Bonnie Shapiro's What Children Bring
to Light is about a study done two decades ago in a Calgary, Canada
school that was then experimenting with project science and group learning.
She finds six students of the class interested in her study and follows
their discoveries as they try to resolve some difficult concepts about
the physical nature of light. She provides an excellent anecdote
of life in a classroom, and she has kept in touch with the students
over the years, reflecting for us their progress through life.
Her approach is clearly constructivist;
she says so in the subtitle. In the study, the students did not
have required learning outcomes (as she likes to describe teaching goals).
They were simply asked to attempt to develop knowledge about the principles
of light through group experimentation by students who were, for the
most part, at the beginning age for middle school.
Interestingly, she compares teaching
with psychotherapy in several ways. She quotes Kelly, when
he suggests asking a person "what concerns a person;" because
"he may just tell you." She quotes Kelly further: "There
is a need for an attitude of credibility, and acceptance of what people
say as true, where their ideas are worth listening to, and there will
be a significant contribution to understanding as a result of the expression
of their ideas." Children change on their own, not through
teaching. Teaching is similar to therapy in that it is the person,
not the counselor, who makes the decision to change things. (Shapiro,
36-37) She also quotes Buber when he says, "Dialog between
people is a mutual unveiling whereby each person is experienced and
confirmed by everyone else." (Shapiro, 37)
With respect to teaching in poorer communities
where the daily struggles of life erode the educational structure, and
in school districts that may have experienced some trauma, working closely
with the children to help them gain confidence in their work requires
empathy from teachers for the lives of the students.
In her study, she reveals an important
issue: it is entirely possible for students with strong talents to fall
behind, never getting credit for their skills, and hence never receiving
recognition from the group. In the constructivist sense, students
with strong abilities may never become experts simply because the community
doesn't acknowledge their skills. Because, according to the constructivists,
so much of learning is provided through the community, students in this
predicament will, themselves, never become aware of their superior abilities,
failing to achieve even a fraction of their potential.
A student she intervened extensively
is Melody; Shapiro describes her as a social butterfly having exceptional
networking skills. Melody was enthusiastic about science:
"I just love science, you get
to do so many neat things." She would go to the forest near
her home to collect rocks and study things in the ponds. "It
makes me happy to learn about all the things in Science."

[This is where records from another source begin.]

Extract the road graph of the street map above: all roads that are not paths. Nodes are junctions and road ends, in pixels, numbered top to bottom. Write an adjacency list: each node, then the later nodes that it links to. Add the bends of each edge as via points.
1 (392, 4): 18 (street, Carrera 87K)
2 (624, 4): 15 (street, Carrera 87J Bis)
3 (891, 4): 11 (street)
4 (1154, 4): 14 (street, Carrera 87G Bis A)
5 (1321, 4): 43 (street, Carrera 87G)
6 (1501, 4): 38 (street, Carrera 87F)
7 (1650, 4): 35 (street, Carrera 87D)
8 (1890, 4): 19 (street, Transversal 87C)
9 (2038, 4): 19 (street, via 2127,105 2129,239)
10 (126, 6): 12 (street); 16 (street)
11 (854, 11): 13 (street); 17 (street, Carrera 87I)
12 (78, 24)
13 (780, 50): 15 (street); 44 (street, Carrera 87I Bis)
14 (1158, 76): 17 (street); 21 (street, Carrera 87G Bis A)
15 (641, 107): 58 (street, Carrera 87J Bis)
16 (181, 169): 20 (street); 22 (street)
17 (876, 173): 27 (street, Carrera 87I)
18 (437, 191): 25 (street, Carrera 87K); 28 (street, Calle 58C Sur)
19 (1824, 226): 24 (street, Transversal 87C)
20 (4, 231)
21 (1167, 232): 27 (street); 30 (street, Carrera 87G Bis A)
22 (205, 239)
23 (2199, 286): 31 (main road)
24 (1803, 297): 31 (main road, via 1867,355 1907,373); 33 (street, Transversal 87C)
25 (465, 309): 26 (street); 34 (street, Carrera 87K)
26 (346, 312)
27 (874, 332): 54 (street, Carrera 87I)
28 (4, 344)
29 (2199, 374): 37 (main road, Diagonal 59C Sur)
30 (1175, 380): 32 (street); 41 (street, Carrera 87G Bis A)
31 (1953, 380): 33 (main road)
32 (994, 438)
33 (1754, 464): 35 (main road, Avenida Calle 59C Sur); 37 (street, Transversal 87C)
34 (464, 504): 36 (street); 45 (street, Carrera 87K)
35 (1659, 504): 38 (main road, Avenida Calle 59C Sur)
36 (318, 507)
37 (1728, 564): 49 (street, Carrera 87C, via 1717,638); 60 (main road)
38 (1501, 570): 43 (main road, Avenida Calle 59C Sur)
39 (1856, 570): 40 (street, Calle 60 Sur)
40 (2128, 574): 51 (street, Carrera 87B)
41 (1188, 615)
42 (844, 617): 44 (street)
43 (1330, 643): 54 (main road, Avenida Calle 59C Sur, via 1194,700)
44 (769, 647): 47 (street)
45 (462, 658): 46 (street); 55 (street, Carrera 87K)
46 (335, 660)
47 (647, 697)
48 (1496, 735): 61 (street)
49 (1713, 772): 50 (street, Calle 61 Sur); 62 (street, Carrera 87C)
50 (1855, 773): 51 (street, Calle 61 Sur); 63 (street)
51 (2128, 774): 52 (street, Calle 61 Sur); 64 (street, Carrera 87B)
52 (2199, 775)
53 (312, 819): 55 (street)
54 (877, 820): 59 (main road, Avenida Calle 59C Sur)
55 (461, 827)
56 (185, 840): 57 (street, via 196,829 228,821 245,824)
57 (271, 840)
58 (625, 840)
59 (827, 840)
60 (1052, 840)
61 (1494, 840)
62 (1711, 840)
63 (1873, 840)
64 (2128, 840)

"I like to look at the pretty rocks and flowers around our house.
It all gets me interested in science. The aesthetic is important
for Melody; she loves nature. She understands the aesthetic link
to science. (Shapiro, 117)
When all the children are working with
simple light experiments to see if they can develop concepts, Melody
attempts to experiment within the experiments in a ways that annoy the
other students. But, in the process, she discovers new things
that interest the other students. They investigate her new discoveries,
absorb the new knowledge, and then return to the planned experiments.
As she repeats her individual experiments with the equipment, again
finding interesting things by using her imagination, she continues to
annoy the other students.
She likes to work with other students,
and she gets support from them: "its better when you can work with
the other kids in your group," they "can give you help and
answers." "It is better that working alone, because
I don't always understand what" the teacher wants. Melody
thinks she "cannot understand science" and that "she
needs help from others" (Light, p 120)
She shows a heightened awareness of other
children and their activities; she is able to grasp concepts through
the classroom community. She is also able to conceive of ideas
other children missed by playing with the equipment, an activity that
annoyed everybody else. Despite her classmate's annoyance, not
to mention the annoyance of the teacher, the students all benefited
from her free style of experimentation. She is able to develop
science despite not having the benefit of the written material, or instruction
from the teacher, about the topic. She succeeds despite not having
the concentration skills to benefit from either of these resources and
she never benefits from her success. (Shapiro, 128)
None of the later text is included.